Description of the task -
Which lines in the records below contain the word "Forrest"? Return each of them.

Data to examine START

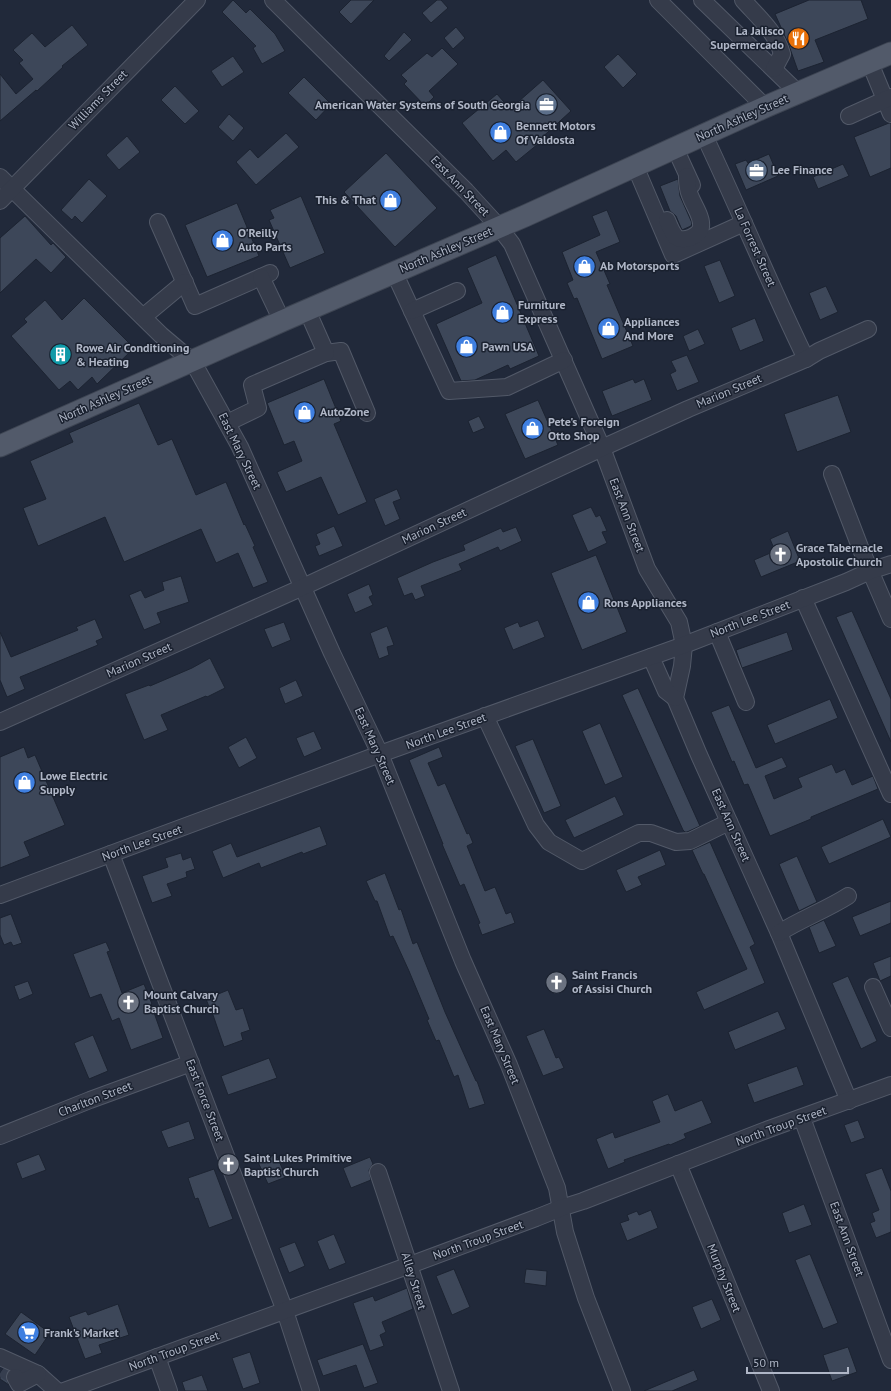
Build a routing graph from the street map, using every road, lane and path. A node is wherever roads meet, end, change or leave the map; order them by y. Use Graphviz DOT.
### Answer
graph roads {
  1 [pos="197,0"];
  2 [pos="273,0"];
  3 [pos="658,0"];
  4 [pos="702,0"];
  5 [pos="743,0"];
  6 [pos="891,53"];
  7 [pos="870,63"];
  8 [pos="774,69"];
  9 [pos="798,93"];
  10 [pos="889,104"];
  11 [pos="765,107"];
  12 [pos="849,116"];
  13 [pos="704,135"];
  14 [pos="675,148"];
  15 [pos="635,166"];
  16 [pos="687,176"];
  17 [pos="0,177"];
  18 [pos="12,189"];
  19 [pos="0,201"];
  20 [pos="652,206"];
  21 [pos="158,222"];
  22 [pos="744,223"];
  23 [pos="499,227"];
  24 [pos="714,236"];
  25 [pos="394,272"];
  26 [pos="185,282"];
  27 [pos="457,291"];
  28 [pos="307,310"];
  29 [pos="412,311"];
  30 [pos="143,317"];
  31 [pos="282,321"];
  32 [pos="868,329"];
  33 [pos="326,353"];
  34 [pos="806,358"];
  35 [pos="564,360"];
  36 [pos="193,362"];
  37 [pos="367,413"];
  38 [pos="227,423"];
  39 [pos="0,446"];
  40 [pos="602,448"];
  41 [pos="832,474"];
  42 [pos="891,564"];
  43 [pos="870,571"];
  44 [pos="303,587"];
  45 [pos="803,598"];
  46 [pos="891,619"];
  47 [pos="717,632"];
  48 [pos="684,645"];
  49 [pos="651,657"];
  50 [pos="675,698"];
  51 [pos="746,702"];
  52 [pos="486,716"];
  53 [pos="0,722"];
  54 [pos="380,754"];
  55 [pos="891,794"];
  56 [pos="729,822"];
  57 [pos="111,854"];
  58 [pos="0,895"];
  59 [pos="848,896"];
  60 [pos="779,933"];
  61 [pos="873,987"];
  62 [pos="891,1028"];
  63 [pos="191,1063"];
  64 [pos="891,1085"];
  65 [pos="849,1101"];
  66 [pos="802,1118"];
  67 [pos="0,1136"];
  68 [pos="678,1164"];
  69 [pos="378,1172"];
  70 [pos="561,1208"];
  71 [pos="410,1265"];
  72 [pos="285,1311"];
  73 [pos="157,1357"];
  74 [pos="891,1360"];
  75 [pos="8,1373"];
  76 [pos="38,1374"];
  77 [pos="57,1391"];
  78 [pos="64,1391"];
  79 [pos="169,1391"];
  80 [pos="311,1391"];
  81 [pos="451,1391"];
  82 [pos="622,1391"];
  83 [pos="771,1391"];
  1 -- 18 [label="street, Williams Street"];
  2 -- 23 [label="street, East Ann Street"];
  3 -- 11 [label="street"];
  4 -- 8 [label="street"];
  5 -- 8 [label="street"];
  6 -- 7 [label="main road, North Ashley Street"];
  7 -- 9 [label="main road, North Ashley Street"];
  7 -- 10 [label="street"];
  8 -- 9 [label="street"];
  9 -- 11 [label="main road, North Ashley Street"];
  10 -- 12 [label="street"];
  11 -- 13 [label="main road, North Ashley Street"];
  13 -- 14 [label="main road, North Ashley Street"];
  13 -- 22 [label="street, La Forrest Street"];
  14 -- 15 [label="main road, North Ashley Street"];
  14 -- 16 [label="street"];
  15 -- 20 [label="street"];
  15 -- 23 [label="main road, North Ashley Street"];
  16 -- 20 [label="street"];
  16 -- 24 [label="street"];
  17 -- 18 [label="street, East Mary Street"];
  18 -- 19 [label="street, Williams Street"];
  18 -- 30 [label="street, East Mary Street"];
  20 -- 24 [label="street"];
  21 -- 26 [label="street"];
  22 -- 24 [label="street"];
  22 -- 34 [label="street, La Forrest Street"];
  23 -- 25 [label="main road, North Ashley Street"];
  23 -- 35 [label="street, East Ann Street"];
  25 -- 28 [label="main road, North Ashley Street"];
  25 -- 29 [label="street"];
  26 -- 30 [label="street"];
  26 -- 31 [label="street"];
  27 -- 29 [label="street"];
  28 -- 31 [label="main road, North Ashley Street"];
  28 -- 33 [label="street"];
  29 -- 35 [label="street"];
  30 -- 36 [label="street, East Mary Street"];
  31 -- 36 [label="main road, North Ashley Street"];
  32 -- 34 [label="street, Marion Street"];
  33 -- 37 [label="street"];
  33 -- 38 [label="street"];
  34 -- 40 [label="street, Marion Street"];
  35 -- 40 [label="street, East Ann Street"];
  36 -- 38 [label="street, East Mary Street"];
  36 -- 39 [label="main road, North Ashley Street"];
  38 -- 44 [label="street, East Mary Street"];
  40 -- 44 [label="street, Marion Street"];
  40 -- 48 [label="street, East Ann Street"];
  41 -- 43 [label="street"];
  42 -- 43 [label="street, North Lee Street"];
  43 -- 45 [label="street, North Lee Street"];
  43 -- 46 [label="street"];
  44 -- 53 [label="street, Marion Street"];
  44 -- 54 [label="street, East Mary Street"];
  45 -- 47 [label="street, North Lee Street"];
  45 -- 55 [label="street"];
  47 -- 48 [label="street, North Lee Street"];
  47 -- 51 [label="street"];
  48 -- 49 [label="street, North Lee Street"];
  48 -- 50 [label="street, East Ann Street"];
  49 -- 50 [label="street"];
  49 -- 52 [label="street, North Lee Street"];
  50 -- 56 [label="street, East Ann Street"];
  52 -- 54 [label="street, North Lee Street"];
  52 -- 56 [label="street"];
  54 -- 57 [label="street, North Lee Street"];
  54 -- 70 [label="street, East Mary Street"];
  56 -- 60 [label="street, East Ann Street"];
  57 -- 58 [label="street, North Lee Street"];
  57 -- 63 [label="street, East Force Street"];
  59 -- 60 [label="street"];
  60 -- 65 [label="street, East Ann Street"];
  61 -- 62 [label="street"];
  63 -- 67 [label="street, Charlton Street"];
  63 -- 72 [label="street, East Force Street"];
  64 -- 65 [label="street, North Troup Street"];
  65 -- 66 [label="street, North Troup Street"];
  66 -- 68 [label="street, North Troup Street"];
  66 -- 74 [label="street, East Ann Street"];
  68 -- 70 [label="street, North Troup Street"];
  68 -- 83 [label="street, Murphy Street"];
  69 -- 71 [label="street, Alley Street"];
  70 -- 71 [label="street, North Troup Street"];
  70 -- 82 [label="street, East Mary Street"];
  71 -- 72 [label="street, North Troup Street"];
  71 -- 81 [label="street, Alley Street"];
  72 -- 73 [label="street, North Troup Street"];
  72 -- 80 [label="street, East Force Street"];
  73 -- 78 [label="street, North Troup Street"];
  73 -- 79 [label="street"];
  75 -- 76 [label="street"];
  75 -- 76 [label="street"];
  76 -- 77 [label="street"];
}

Data to examine END

Problem solution -
  13 -- 22 [label="street, La Forrest Street"];
  22 -- 34 [label="street, La Forrest Street"];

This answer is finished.